- [What is being asked]
Write out the whole listing exactly.

- [Task material]
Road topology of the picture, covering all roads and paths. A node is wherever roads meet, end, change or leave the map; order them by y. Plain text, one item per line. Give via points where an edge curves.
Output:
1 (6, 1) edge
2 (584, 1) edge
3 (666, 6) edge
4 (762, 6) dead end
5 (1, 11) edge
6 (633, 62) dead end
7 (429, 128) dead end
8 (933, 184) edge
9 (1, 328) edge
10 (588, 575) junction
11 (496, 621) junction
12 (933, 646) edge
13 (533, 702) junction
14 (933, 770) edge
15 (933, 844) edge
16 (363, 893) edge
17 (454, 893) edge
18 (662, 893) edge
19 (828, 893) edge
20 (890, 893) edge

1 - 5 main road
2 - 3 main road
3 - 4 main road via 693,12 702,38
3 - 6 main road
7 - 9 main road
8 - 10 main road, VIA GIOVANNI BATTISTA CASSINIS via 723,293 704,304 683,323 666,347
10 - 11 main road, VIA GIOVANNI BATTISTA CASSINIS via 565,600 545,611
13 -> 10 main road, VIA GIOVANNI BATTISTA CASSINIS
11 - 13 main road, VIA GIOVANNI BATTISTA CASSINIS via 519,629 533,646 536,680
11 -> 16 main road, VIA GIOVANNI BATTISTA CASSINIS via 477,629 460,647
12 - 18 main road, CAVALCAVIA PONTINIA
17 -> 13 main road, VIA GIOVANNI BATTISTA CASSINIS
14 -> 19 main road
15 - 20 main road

- [Answer box]
Road topology of the picture, covering all roads and paths. A node is wherever roads meet, end, change or leave the map; order them by y. Plain text, one item per line. Give via points where an edge curves.
Output:
1 (6, 1) edge
2 (584, 1) edge
3 (666, 6) edge
4 (762, 6) dead end
5 (1, 11) edge
6 (633, 62) dead end
7 (429, 128) dead end
8 (933, 184) edge
9 (1, 328) edge
10 (588, 575) junction
11 (496, 621) junction
12 (933, 646) edge
13 (533, 702) junction
14 (933, 770) edge
15 (933, 844) edge
16 (363, 893) edge
17 (454, 893) edge
18 (662, 893) edge
19 (828, 893) edge
20 (890, 893) edge

1 - 5 main road
2 - 3 main road
3 - 4 main road via 693,12 702,38
3 - 6 main road
7 - 9 main road
8 - 10 main road, VIA GIOVANNI BATTISTA CASSINIS via 723,293 704,304 683,323 666,347
10 - 11 main road, VIA GIOVANNI BATTISTA CASSINIS via 565,600 545,611
13 -> 10 main road, VIA GIOVANNI BATTISTA CASSINIS
11 - 13 main road, VIA GIOVANNI BATTISTA CASSINIS via 519,629 533,646 536,680
11 -> 16 main road, VIA GIOVANNI BATTISTA CASSINIS via 477,629 460,647
12 - 18 main road, CAVALCAVIA PONTINIA
17 -> 13 main road, VIA GIOVANNI BATTISTA CASSINIS
14 -> 19 main road
15 - 20 main road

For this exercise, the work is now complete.